Over a decade ago, a white paper by Satoshi Nakamoto was distributed to a cryptography mailing list outlining a novel proposal for a “peer-to-peer electronic cash system” called bitcoin. This innovation spurred a new, global industry and asset class that has created hundreds of billions of dollars in value, and inspired a generation of entrepreneurs and innovators.
The advent of cryptocurrencies has led to the creation and operation of new global, decentralized networks that have been used by over 100 million people across the world to transfer trillions of dollars of value. Bitcoin, for example, is more than just a technology - it is a powerful social, political and cultural movement that asks us to imagine money, banking and payments in new and novel ways.
While cryptocurrencies are most often recognized as new monetary systems and ﬁnancial networks, the public blockchain networks that they secure can be used to power diverse use cases and create new applications across industries. These networks are constantly evolving through an open-source software ecosystem with globally distributed communities that upgrade, maintain and operate them. Innovators, entrepreneurs and engineers are rapidly building and bringing to market new products and solutions that provide access to or leverage these new networks.
The World Economic Forum Global Future Council on Cryptocurrencies represents a broad cross-section of experts working to make cryptocurrencies useful across a wide range of use cases. The Council includes practitioners from a diverse range of backgrounds, and more importantly, its members do not share one common view of cryptocurrencies.
While much has been written about blockchain technology, there is little discussion of cryptocurrencies beyond price and ﬁnancial speculation. The Council has thus created this booklet to highlight a non-exhaustive list of companies, protocols and projects that represent the diversity of use cases that cryptocurrencies and the networks which they power can enable.
Cryptocurrencies have reached a point of inevitability. We have dedicated our careers to advancing the adoption and use of cryptocurrencies because we believe they represent an enormous opportunity to grow the global digital economy and beneﬁt consumers and businesses across
We hope that this Council can help to educate and advocate for this technology while serving as a trusted resource to navigate this new fascinating, emerging ecosystem. Over the course of this year, we will produce research, content and events that make cryptocurrency comprehensible, accessible and inclusive. We hope you will join us.
Since the advent of the internet, cryptographers and innovators have struggled to create a native currency for transactions on the internet. The bitcoin white paper surfaced after the ﬁnancial crisis of 2008. It combined innovations in cryptography and distributed systems into a novel solution. The bitcoin network is an electronic payment system based on cryptographic proof instead of trust, allowing any two willing parties to transact directly with each other without the need for a trusted third party. In simple terms, bitcoin is the internet of money.
Bitcoin attempts to separate money and state. Unlike traditional currencies, which are issued by central banks, bitcoin has no central monetary authority. Instead it is underpinned by a peer-to-peer computer network. Bitcoin uses public key cryptography and an innovative approach to bookkeeping to achieve the authorization, balance veriﬁcation, prohibition on double spending, delivery of assets and record inalterability described above. It happens in near real time at minimal cost.

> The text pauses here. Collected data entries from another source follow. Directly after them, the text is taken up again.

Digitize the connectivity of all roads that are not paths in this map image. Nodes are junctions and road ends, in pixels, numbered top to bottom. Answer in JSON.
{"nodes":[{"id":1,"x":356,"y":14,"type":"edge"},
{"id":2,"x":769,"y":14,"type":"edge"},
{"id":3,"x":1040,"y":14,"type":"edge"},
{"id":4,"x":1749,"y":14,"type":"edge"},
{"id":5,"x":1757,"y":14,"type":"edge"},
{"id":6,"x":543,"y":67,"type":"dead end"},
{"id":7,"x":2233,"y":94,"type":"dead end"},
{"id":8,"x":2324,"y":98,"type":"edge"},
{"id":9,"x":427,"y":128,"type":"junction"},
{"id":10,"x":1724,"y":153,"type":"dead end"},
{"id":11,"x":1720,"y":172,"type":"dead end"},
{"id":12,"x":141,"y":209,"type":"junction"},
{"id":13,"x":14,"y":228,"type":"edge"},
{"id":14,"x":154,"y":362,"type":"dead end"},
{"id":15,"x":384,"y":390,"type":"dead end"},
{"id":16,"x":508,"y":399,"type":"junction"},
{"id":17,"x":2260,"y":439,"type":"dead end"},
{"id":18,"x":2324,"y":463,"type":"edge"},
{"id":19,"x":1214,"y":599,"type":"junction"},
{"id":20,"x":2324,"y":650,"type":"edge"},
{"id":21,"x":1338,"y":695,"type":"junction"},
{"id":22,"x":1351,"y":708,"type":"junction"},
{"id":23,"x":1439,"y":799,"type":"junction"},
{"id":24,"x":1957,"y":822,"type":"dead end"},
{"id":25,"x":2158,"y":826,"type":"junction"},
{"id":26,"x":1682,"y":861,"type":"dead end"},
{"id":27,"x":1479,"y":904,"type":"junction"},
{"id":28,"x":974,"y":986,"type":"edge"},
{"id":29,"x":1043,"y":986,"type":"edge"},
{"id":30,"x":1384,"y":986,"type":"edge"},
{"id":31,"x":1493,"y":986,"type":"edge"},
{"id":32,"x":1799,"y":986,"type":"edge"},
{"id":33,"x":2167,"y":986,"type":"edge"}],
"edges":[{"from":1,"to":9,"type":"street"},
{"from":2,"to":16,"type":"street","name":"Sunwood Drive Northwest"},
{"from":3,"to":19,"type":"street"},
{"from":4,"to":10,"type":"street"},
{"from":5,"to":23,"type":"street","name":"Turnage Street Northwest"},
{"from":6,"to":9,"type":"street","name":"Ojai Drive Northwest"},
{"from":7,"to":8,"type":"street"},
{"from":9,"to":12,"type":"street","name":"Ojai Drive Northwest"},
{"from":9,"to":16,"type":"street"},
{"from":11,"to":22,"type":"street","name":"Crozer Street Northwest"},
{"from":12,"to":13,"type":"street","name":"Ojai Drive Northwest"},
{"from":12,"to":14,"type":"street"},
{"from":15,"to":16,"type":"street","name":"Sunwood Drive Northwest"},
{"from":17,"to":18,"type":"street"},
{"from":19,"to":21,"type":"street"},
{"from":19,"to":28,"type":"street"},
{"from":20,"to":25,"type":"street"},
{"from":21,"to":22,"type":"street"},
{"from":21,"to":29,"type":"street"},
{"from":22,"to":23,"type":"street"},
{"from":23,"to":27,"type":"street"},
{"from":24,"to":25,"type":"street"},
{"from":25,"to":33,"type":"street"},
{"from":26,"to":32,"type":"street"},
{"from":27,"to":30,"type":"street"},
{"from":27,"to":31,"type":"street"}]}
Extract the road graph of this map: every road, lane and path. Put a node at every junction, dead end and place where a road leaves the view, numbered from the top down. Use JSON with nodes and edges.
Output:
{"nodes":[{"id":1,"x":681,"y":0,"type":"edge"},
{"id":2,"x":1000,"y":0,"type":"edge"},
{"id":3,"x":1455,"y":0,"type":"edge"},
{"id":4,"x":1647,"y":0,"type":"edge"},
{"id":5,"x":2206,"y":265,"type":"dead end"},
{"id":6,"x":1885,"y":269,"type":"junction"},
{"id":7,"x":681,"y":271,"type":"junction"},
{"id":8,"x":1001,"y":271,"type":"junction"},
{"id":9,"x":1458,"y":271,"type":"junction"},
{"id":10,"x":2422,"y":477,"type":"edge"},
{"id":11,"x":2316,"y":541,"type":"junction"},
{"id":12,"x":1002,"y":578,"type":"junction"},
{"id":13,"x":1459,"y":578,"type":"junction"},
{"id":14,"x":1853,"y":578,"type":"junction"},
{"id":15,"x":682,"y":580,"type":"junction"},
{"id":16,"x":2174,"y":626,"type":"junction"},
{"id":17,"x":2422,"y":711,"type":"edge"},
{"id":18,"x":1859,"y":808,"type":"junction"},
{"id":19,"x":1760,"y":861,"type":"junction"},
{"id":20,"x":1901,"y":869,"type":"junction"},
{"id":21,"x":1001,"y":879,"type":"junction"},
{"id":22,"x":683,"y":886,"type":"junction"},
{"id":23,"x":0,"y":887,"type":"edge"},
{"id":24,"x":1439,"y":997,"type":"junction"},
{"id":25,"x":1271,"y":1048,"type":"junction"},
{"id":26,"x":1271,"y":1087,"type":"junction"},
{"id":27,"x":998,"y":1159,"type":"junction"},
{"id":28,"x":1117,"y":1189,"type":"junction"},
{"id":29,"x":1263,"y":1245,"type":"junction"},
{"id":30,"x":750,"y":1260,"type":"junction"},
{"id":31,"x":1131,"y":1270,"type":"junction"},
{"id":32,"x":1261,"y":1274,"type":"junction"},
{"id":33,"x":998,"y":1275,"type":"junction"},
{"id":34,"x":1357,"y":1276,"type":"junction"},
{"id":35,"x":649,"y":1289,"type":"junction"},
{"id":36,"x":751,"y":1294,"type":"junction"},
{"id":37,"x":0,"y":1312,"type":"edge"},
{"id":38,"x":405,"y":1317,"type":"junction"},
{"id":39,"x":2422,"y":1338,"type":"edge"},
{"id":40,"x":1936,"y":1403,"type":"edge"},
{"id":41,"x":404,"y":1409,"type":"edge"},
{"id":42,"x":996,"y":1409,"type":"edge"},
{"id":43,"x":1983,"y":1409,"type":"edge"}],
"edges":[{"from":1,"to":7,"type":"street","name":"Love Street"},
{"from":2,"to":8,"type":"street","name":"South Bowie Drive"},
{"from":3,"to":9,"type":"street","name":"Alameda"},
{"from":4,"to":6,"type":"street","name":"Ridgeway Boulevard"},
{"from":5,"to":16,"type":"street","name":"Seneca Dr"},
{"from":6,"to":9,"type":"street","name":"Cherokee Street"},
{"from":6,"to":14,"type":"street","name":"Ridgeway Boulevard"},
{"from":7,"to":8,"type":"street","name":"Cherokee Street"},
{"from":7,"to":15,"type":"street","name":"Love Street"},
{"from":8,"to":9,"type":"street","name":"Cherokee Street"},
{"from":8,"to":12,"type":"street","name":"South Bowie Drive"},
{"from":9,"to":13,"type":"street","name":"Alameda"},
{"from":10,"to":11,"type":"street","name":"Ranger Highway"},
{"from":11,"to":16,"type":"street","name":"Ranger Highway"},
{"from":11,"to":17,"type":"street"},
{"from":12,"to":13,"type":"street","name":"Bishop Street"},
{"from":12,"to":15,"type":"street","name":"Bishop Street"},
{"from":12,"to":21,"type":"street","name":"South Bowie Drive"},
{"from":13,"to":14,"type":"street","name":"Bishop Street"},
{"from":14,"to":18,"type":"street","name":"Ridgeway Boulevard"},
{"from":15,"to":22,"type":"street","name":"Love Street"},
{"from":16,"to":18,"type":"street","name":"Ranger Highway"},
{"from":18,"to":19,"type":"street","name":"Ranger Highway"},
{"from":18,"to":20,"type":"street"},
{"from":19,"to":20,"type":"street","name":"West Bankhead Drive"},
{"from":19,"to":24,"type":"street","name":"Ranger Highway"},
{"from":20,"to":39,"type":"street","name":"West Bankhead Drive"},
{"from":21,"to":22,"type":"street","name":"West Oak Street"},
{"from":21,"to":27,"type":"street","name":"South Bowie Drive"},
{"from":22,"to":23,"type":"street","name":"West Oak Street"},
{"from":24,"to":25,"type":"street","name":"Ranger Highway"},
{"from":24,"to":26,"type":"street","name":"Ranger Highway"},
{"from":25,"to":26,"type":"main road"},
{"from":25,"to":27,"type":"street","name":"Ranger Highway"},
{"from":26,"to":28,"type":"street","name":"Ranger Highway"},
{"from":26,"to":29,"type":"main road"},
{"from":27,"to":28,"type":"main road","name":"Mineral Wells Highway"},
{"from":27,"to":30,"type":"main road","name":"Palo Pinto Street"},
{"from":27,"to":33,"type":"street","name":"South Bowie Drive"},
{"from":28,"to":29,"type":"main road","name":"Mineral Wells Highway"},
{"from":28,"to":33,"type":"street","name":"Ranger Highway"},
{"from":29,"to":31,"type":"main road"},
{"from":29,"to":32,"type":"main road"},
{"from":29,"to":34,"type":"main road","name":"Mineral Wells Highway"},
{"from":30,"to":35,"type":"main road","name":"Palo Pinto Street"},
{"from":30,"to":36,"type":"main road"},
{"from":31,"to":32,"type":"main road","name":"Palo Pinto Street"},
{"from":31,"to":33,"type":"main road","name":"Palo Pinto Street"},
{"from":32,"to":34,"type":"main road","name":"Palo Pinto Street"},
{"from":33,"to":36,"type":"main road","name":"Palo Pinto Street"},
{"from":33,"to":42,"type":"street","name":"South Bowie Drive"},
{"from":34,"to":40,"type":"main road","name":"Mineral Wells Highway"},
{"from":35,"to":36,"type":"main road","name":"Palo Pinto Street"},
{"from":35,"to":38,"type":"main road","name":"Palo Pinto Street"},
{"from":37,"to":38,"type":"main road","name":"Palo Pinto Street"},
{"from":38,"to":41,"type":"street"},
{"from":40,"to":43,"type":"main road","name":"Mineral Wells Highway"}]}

Bitcoin is an open-source protocol and software development project. The bitcoin network is made up of computers running the bitcoin protocol, and includes miners who use specialized chips called ASICs to organize bitcoin transactions into blocks and add these blocks to the blockchain in exchange for transaction fees and the opportunity to earn bitcoin via the block reward. Bitcoin has a ﬁxed, pre-programmed supply schedule, and as of November 2020, 85% of all bitcoin that will ever exist have been mined. This is why some people describe bitcoin as digital gold. By downloading and running the bitcoin software, anyone can use the bitcoin network to transact with bitcoin, the asset. There are thousands of companies around the world who have built products and services around bitcoin, the asset, and the bitcoin network. This includes wallets, which broadcast transactions to the bitcoin network and facilitate storage of bitcoin, as well as exchanges, payment providers and more.
Traction and key metrics
As a store of value and an asset, bitcoin has seen material price appreciation in the last year. At the start of 2020, bitcoin was valued at $7,500 and as of November 2020, it was valued at $18,500. Bitcoin’s market cap is $346 billion; $28 billion of bitcoin is traded on a daily basis. As a payment network, the bitcoin network processed $3.8 trillion of transactions in 2019. As a point of comparison, PayPal processed $700 billion in transactions over that same period, and its estimated total internet transactions via the traditional banking and payment systems totaled $4.1 trillion over the same period.